Garcia herself has been able to practice swim as a club sport since June 2020 with similar social distancing and two people per lane guidelines. However, she expressed that swimming at Casa and seeing other members of the team and McSweeney, has been a positive experience.

“I’m really happy that sports are back because I miss my friends on the team. I haven’t been able to see my whole team yet because we’re not allowed to interact with the other cohorts yet, but there is a good amount of people at practice. People are really excited to get back in the pool, exercise, see their friends, and also see the coach,” said Garcia.

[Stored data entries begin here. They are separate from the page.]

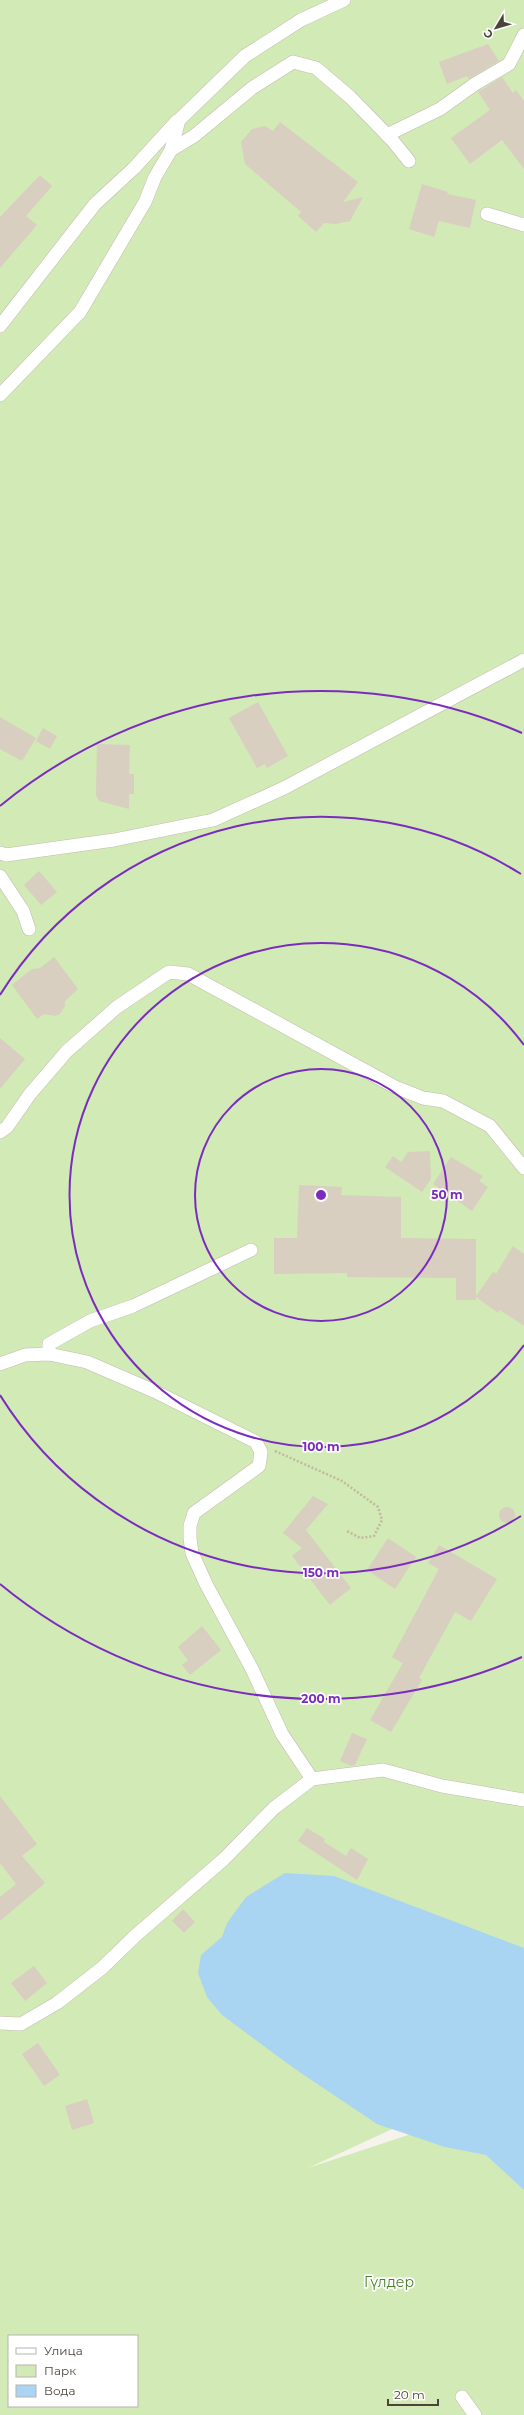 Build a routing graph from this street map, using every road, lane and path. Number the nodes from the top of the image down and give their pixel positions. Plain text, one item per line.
1 (344, 0) edge
2 (524, 35) edge
3 (179, 120) junction
4 (387, 135) junction
5 (171, 150) junction
6 (409, 161) dead end
7 (487, 214) dead end
8 (524, 225) edge
9 (0, 326) edge
10 (0, 395) edge
11 (524, 660) edge
12 (0, 853) edge
13 (0, 876) edge
14 (29, 929) dead end
15 (0, 1132) edge
16 (524, 1168) edge
17 (251, 1250) dead end
18 (49, 1354) junction
19 (0, 1364) edge
20 (256, 1442) junction
21 (347, 1531) dead end
22 (312, 1779) junction
23 (524, 1800) edge
24 (0, 2024) edge
25 (462, 2397) dead end
26 (475, 2415) edge

1 - 3 street
2 - 4 street
3 - 5 street
3 - 9 street
4 - 5 street
4 - 6 street
5 - 10 street
7 - 8 street
11 - 12 street
13 - 14 street
15 - 16 street
17 - 18 street
18 - 19 street
18 - 20 street
20 - 21 path
20 - 22 street
22 - 23 street
22 - 24 street
25 - 26 street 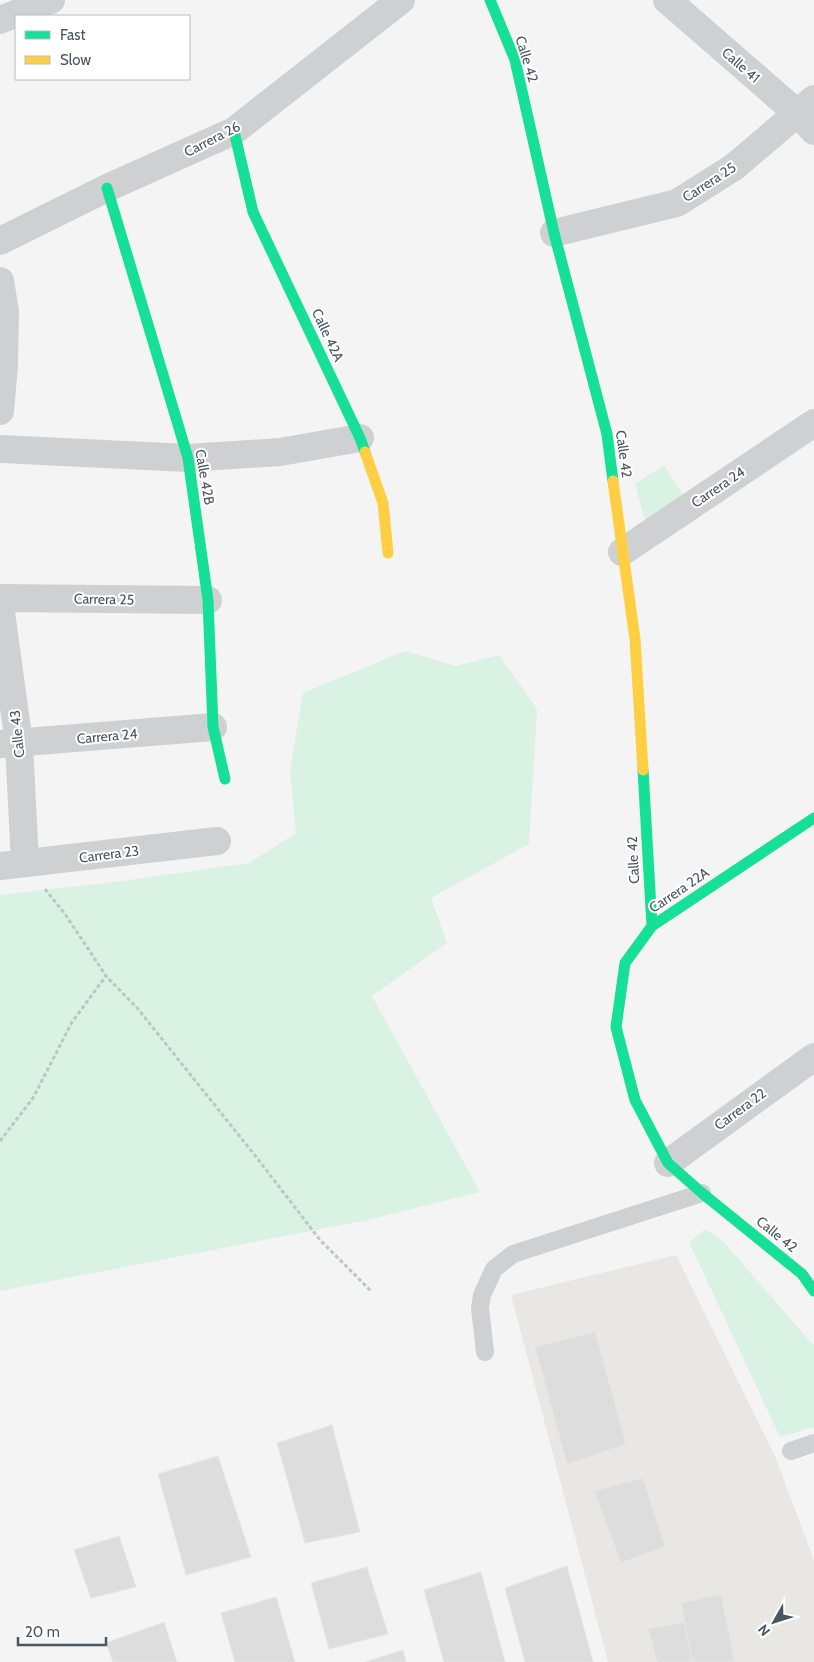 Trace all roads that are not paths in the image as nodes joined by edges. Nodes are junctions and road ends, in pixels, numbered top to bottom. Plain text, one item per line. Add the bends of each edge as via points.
1 (51, 0) edge
2 (401, 0) edge
3 (490, 0) edge
4 (667, 0) edge
5 (0, 20) edge
6 (808, 115) edge
7 (234, 131) junction
8 (107, 188) junction
9 (554, 233) junction
10 (0, 241) edge
11 (0, 281) edge
12 (0, 411) edge
13 (814, 423) edge
14 (360, 438) junction
15 (0, 449) edge
16 (188, 458) junction
17 (622, 552) junction
18 (388, 553) dead end
19 (0, 598) edge
20 (208, 600) junction
21 (0, 605) edge
22 (213, 727) junction
23 (10, 744) edge
24 (225, 779) dead end
25 (814, 818) edge
26 (217, 841) dead end
27 (12, 865) edge
28 (652, 926) junction
29 (616, 1027) joint
30 (814, 1057) edge
31 (668, 1163) junction
32 (702, 1193) junction
33 (810, 1277) edge
34 (485, 1352) dead end
35 (814, 1443) edge
36 (791, 1451) dead end

1 - 5 street
2 - 7 street, Carrera 26
3 - 9 street, Calle 42 via 515,60
4 - 6 street, Calle 41
6 - 9 street, Carrera 25 via 677,203
7 - 8 street, Carrera 26
7 - 14 street, Calle 42A via 253,212
8 - 10 street, Carrera 26
8 - 16 street, Calle 42B
9 - 17 street, Calle 42 via 607,434
11 - 12 street via 5,311
13 - 17 street, Carrera 24
14 - 16 street via 280,452
14 - 18 street, Calle 42A via 383,503
15 - 16 street
16 - 20 street, Calle 42B
17 - 28 street, Calle 42 via 635,639
19 - 20 street, Carrera 25
20 - 22 street, Calle 42B
21 - 23 street, Calle 43
22 - 23 street, Carrera 24
22 - 24 street, Calle 42B
23 - 27 street, Calle 43
25 - 28 street, Carrera 22A
26 - 27 street, Carrera 23
28 - 29 street, Carrera 22A via 625,963
29 - 31 street, Calle 42 via 635,1100
30 - 31 street, Carrera 22
31 - 32 street, Calle 42
32 - 33 street, Calle 42
32 - 34 lane via 513,1254 494,1269 482,1295 480,1308
35 - 36 lane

 She added that many swimmers are excited for their first meet, which will be taking place on Wednesday, March 17th. 

Junior Jacob Reuser, a varsity golfer, shared his team’s approach to following COVID guidelines. 

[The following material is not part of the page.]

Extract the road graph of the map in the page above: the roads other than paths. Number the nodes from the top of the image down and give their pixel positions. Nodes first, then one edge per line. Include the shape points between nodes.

“What we’re doing is the pod system, with most of the varsity level players in pod one, and freshman/ JV league players are in pod two. We’re all one team though,” said Reuser.

Because of the nature of golf, COVID guidelines are easy to follow. It is a no contact sport, and players can easily stay masked and keep distanced while playing. Our school’s golf league consists of seven teams, and Reuser expects that the team will compete against their typical six opponents, despite COVID being a present factor. 

There has been some debate over whether sports should be allowed to practice and compete during lockdowns. Reuser shares his opinion.

“I think that there are more important things that the school can focus on, but I think they are doing a good job figuring out scheduling conflicts. I think that the protocols that are being put in place for golf are good. Golf is also a pretty socially distanced sport,” Reuser said.

Reuser has been able to practice golf independently since the courses were reopened in June of 2020. He is excited to get to play with his team once again. Reuser began golfing in eighth grade as an activity to do with his grandfather. At the time, he was competing in track, yet by ninth grade golf became his main sport. Reuser noted that the distance learning schedule has allowed for many golfers to gain additional practice time.

“Players who choose will go to the course at 1:00 [with practice starting at 3:00] and get additional practice time. We have a lot of devoted players on our team,” Reuser said.

Reuser took advantage of the initial COVID lockdowns last year to work on his skills. The spring season in 2020 was interrupted by the first lockdown, which was discouraging for many athletes. Reuser however took a break until courses were reopened, and then worked hard on improving his game. 

Overall, student athletes are determined to work around COVID to practice their passions. Good luck Gauchos!